What is needed is every line of the material that contains "this".

◆ **Provided records**:

+ + + + + + +

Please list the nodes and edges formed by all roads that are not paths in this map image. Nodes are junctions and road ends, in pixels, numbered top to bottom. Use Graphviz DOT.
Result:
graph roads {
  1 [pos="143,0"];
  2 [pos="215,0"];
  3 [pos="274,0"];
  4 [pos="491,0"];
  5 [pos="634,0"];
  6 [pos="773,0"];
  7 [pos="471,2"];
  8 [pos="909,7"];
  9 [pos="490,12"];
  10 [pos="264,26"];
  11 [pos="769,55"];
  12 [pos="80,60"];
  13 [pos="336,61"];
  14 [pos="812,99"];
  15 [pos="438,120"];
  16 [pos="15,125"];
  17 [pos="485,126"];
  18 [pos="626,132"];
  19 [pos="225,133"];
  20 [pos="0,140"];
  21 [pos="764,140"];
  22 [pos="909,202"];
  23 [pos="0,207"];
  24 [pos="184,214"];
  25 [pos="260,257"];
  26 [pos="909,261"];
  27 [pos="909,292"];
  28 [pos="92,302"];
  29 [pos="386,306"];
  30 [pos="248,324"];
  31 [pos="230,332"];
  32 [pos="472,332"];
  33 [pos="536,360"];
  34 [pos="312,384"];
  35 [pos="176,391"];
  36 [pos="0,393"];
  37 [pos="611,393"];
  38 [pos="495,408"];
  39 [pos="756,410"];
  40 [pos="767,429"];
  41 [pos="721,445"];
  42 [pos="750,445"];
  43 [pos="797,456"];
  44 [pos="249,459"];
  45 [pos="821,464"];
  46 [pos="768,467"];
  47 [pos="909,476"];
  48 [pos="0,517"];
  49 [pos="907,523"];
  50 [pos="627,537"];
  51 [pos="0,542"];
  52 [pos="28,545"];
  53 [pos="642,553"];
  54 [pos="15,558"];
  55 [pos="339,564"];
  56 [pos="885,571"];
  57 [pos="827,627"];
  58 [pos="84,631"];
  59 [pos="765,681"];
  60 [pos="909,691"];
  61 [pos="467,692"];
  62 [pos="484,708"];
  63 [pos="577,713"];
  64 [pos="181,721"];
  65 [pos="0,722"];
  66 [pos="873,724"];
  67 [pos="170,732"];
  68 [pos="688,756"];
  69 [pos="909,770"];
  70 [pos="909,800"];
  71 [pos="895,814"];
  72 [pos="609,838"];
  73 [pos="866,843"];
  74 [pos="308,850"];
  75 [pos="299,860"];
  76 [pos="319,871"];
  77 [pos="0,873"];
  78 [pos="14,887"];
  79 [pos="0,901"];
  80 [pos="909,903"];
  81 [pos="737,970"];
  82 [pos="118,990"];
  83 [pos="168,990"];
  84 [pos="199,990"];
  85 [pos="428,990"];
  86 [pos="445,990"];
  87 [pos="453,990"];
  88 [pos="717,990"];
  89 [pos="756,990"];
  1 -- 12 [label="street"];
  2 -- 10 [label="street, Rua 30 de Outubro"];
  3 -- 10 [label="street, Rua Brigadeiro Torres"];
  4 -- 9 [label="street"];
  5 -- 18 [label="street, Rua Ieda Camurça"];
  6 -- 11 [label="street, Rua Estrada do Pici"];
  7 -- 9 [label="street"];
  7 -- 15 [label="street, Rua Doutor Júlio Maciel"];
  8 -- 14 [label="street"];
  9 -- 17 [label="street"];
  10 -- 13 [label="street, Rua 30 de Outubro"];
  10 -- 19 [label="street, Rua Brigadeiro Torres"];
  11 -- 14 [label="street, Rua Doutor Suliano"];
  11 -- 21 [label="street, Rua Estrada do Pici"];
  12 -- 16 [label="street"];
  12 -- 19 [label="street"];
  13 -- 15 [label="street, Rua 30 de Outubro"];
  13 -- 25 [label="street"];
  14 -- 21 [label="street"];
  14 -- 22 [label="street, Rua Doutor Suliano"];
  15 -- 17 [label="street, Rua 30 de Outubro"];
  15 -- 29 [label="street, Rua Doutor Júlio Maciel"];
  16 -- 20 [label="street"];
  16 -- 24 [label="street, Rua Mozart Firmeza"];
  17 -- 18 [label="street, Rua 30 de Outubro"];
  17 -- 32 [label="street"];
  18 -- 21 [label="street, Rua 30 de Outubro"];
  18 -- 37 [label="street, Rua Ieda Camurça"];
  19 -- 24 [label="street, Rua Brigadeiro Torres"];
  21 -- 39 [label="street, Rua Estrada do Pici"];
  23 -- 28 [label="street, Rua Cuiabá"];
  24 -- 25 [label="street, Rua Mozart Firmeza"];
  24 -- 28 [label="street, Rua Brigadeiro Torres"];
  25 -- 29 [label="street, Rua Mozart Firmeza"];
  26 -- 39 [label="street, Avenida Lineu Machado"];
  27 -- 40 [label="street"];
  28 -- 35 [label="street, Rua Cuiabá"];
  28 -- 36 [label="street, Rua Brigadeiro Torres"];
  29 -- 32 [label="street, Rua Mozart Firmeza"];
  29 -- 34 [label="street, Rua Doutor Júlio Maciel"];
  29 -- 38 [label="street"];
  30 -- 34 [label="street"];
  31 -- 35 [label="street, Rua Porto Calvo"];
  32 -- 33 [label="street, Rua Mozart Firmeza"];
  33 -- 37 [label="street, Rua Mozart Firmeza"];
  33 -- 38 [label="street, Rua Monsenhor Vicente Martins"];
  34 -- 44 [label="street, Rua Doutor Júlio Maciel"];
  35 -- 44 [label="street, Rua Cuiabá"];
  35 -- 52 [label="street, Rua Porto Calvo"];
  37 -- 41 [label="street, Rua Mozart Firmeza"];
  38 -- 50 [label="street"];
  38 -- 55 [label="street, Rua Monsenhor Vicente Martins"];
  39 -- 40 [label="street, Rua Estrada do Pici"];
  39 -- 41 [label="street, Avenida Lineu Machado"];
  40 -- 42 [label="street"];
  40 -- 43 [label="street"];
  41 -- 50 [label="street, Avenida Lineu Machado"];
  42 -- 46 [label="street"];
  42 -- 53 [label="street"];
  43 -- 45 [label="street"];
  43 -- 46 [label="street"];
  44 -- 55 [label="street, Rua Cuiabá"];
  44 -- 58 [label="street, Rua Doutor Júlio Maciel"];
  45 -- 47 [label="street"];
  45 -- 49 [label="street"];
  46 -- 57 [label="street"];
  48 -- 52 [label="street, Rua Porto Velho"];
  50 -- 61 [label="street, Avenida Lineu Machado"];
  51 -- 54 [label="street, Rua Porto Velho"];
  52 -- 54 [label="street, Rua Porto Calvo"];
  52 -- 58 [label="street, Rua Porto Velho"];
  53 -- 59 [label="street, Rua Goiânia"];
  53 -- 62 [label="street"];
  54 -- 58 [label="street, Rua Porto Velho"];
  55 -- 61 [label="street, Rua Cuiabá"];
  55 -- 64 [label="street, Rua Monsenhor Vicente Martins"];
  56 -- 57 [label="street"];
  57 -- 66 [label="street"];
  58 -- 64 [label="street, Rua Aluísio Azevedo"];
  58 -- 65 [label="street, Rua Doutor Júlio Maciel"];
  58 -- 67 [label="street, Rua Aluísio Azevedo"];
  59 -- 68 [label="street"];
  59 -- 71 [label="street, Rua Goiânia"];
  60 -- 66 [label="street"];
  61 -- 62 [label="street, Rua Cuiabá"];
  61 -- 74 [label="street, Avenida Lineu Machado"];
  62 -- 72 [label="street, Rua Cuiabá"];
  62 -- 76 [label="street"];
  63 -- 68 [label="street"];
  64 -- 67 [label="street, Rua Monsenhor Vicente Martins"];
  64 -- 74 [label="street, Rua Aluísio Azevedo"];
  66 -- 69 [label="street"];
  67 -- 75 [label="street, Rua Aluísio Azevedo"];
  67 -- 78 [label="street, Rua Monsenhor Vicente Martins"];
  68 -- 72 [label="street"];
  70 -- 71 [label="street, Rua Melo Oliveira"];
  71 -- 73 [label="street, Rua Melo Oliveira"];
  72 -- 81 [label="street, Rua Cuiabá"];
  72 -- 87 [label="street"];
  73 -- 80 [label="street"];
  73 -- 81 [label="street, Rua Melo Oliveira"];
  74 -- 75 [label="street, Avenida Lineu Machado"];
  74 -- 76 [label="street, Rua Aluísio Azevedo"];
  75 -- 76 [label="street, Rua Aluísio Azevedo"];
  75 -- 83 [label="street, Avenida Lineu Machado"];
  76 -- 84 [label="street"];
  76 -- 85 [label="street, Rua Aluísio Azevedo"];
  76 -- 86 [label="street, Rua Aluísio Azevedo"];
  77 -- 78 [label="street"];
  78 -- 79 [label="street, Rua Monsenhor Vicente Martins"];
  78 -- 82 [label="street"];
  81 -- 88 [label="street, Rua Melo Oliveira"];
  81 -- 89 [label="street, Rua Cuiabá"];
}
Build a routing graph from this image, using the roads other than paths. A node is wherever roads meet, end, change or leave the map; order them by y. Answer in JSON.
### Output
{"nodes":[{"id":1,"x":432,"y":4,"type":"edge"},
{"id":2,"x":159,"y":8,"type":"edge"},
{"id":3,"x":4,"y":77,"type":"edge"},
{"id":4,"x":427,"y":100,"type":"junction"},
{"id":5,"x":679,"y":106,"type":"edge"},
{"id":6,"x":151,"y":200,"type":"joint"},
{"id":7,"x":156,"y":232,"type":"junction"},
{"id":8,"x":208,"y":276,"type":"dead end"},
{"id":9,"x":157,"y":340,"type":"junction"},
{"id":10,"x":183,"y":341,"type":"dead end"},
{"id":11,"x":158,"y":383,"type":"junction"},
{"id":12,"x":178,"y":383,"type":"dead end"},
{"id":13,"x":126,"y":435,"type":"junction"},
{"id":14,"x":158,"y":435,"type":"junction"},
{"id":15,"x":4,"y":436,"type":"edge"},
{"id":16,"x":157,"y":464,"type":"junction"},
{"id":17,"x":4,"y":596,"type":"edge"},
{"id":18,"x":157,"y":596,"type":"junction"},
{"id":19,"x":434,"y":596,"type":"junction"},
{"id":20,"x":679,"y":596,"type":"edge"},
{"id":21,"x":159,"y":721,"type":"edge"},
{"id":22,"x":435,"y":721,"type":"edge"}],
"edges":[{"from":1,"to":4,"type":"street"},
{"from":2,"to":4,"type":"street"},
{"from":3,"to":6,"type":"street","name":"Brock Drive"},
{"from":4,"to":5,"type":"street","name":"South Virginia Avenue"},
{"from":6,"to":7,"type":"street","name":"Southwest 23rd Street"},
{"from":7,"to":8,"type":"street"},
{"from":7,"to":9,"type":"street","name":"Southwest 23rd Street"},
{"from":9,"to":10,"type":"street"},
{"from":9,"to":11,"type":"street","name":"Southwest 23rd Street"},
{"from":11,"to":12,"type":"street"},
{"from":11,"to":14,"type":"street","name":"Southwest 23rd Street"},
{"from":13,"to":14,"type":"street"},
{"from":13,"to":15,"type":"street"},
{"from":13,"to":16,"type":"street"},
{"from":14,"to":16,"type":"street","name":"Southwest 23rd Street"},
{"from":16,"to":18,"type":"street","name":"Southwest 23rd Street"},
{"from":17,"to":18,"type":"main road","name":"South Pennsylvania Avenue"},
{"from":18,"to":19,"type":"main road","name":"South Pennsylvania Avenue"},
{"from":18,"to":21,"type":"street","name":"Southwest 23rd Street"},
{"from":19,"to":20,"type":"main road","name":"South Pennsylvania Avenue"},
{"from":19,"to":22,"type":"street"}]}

+ + + + + + +

◆ **Task response**:
Please list the nodes and edges formed by all roads that are not paths in this map image. Nodes are junctions and road ends, in pixels, numbered top to bottom. Use Graphviz DOT.
Build a routing graph from this image, using the roads other than paths. A node is wherever roads meet, end, change or leave the map; order them by y. Answer in JSON.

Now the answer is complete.